Por debajo, en el horizonte, se impone sin embargo la idea de que hay pocas alternativas. Las gigantomaquias en las redes y los medios son batallitas en una tacita inglesa de té. Nada se juega en todo ello. La política y la economía tienden a crear la nube determinista de que nada se puede hacer y que todo lo que queda es el denuesto del adversario, ahora enemigo simbólico. Las grandes políticas se mueven hacia el sucio terreno de las políticas de gestos, no hacia las gestas que implican nuevas trayectorias históricas.

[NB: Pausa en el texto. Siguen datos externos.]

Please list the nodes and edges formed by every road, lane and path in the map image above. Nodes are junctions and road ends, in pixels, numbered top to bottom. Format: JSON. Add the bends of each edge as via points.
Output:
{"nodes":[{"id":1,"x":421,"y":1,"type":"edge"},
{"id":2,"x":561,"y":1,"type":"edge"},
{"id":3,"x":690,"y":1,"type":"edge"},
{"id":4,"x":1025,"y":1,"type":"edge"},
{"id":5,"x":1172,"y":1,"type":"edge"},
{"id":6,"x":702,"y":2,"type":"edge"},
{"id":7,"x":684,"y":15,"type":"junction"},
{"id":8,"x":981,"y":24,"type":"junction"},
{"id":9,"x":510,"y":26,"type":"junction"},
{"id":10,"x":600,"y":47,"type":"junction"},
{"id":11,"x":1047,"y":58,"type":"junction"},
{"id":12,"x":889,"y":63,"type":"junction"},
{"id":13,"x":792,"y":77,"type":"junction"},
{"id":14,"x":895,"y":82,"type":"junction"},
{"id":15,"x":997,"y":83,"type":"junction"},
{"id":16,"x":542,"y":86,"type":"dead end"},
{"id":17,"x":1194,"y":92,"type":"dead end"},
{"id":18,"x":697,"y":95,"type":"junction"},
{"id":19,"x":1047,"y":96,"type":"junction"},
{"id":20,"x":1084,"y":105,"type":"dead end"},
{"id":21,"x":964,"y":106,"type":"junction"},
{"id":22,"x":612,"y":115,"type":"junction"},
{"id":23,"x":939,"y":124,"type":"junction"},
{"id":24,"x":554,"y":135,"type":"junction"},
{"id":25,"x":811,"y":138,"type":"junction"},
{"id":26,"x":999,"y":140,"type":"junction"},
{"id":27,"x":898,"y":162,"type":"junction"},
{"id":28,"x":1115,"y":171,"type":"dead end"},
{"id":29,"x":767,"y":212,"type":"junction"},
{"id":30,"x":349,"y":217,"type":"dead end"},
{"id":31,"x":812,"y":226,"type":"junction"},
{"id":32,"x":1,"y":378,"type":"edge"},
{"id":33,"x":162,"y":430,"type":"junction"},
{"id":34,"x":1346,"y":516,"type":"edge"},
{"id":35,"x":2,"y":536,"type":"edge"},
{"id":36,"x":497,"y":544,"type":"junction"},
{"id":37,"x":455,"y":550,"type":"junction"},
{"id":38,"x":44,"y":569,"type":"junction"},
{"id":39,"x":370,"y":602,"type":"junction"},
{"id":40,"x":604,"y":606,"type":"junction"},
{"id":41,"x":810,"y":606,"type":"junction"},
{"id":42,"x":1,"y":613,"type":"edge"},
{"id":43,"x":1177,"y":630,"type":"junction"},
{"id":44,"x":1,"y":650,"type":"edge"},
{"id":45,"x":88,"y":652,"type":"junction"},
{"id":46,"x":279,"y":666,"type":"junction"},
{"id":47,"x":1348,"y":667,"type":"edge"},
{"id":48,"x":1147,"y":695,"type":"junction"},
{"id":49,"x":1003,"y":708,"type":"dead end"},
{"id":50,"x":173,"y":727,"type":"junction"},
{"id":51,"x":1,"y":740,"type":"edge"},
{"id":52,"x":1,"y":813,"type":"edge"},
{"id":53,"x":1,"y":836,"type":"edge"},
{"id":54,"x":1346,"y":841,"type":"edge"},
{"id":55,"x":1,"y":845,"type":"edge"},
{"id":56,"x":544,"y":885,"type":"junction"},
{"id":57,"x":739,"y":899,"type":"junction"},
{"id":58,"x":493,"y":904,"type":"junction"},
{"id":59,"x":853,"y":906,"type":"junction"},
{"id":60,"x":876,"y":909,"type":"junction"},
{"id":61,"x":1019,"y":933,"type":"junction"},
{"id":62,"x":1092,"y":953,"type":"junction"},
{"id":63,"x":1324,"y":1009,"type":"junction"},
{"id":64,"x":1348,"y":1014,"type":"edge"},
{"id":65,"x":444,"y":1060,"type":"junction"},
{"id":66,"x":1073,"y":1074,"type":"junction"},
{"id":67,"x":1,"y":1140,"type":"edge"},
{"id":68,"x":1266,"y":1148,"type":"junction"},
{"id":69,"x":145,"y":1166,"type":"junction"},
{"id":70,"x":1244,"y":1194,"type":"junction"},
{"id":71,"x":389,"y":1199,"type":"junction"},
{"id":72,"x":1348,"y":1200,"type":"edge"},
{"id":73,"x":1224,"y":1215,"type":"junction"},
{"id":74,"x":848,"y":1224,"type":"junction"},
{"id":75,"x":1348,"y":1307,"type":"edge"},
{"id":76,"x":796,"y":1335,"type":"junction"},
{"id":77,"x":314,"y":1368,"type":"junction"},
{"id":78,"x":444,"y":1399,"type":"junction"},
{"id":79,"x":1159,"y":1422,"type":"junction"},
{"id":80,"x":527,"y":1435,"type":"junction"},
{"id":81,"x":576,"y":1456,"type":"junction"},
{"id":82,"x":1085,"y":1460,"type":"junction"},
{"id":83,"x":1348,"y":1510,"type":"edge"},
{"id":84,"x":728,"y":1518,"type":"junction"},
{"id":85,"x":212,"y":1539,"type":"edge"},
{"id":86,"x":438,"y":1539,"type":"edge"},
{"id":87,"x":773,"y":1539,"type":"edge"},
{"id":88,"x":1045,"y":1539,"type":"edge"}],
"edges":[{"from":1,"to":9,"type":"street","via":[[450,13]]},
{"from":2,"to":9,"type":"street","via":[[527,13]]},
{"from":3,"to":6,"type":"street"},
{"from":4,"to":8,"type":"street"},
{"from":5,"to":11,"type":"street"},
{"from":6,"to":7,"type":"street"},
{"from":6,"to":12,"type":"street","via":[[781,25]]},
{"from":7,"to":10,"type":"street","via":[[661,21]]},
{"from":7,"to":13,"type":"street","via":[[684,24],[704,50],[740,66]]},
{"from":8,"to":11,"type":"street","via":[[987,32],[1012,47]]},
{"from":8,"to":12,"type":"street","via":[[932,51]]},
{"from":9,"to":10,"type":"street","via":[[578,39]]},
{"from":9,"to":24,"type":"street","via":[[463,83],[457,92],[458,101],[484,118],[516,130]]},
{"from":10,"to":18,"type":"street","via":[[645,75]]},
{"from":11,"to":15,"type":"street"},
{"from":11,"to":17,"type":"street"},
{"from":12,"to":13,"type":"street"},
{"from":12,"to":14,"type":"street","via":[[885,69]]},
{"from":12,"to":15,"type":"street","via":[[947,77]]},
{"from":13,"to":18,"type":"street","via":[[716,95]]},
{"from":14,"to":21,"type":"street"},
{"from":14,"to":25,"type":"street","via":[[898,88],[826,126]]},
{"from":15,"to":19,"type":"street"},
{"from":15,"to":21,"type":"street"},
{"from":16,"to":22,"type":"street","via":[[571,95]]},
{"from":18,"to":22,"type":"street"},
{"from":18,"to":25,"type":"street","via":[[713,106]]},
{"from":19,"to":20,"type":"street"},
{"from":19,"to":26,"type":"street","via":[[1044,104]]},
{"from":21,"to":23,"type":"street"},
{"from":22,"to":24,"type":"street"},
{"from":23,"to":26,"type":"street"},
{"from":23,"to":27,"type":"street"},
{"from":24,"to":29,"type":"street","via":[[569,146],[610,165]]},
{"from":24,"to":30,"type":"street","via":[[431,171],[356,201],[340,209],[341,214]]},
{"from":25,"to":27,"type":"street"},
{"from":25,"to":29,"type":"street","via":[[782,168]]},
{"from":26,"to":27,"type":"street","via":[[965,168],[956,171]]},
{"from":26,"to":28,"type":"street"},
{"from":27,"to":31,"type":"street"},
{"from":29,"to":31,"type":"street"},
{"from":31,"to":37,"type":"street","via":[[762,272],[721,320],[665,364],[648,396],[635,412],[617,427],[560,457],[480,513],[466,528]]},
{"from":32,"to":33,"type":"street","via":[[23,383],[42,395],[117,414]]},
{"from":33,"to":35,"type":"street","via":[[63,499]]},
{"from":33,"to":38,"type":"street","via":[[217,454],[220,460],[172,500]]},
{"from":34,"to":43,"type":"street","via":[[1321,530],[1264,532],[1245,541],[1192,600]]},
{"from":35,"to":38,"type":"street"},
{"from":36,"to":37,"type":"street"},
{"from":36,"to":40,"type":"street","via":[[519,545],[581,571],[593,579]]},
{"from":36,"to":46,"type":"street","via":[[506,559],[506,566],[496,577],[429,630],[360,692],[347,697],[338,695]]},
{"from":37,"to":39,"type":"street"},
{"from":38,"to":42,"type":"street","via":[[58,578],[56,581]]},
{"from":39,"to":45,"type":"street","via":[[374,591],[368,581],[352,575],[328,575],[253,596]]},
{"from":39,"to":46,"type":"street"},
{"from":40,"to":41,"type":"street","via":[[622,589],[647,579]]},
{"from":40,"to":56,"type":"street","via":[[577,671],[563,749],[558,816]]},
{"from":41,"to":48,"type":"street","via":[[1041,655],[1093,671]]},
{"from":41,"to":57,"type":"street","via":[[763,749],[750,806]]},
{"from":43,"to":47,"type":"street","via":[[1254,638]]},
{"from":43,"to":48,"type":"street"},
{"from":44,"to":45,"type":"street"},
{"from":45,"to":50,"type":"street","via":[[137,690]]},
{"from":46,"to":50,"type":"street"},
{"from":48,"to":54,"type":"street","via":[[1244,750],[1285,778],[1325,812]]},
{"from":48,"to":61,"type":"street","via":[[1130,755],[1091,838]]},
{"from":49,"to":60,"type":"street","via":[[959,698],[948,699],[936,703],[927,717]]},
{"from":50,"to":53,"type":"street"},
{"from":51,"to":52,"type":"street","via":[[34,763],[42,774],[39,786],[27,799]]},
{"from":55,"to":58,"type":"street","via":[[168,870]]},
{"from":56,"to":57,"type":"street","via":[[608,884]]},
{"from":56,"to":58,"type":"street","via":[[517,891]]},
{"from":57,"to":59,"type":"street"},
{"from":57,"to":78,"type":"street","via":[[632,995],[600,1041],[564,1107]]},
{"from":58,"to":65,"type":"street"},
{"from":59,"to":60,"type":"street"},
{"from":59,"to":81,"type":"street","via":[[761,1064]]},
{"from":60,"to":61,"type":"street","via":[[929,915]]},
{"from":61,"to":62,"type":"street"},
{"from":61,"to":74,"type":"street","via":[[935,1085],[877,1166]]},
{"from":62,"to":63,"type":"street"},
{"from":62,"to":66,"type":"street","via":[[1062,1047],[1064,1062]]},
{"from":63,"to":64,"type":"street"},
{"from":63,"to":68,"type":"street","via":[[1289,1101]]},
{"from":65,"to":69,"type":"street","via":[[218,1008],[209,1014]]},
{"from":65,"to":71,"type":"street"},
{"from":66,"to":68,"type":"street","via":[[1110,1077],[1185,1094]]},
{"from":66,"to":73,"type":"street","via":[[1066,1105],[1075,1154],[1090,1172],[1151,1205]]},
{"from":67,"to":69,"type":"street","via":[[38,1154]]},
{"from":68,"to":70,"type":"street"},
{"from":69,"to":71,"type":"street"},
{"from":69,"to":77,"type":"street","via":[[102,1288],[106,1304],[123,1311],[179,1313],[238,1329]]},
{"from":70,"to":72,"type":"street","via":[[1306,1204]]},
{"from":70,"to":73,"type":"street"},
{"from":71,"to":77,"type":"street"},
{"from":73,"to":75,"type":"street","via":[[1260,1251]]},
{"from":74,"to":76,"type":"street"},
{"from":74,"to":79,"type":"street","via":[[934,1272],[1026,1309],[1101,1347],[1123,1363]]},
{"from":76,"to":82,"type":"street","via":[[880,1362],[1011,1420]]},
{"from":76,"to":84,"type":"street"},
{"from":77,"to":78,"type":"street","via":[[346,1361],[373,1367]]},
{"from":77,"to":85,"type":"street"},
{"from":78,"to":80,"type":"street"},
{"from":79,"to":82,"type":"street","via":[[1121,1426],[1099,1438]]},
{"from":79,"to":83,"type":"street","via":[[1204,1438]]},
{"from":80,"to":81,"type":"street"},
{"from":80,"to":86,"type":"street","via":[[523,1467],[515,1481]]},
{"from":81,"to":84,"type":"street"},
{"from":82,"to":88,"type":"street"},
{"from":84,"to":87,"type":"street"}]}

Y sin embargo, los antagonismos siguen presentes, se entrelazan, se cruzan y disputan y a veces se confunden pero no se expresan en nuevas prácticas, en la transformación real de los lenguajes y semánticas, en la elaboración cuidadosa de una imagen mejorada del adversario que pueda ser discutida con cuidado, en la que aquél no solo se reconozca sino que se vea mejorado para más tarde encontrar allí las propias contradicciones y errores. Articular antagonismos es mucho más difícil que expresar ira. Se trata de construir opciones alternativas de nuevas formas de socialidad. Se trata de enfrentamientos reales con las enormes fuerzas del poder que exigen un esfuerzo continuo de inteligencia, cálculo, capacidad de argumentación y voluntad de persistencia. Se trata de colgar las emociones en el armario de la conciencia, no de abandonarlas, pero sí de hacer que sirvan al propósito básico de la acción. En la tensión de los antagonismos nada hay más peligroso que tener al lado a un exaltado. Pone en peligro todo y a todos, y solo atiende a su ego. El antagonismo es una tensión por la propiedad del lenguaje, de la agencia y de la historia. Nunca es una representación de actores engolados, como los que retrataba Fernando Fernán Gómez en El viaje a ninguna parte

Se hace creer que hay antagonismo cuando sólo hay polarización que cabalga sobre consensos ocultos e inmovibles, sobre estructuras de sentimientos y prácticas que apenas son rozadas por la escalada verbal y por las pasiones desatadas. Me contaba un amigo diputado en el congreso lo extraño que era ver a una de las malas bestias del hemiciclo circulando por la cafetería como una persona humilde, amable y cariñosa. Lo he oído de varios partidos políticos. Todos ellos tienen su Alfonso Guerra, su Rafael Hernando, su Juan Carlos Monedero, con máscaras jánicas de bocazas y amistosos abrazos de osito, dependiendo de la presencia de cámaras. No es casual. Las cámaras son el mensaje, no son el medio. Son, simplemente, formas de negocio en las que la polarización es solo minería de atención.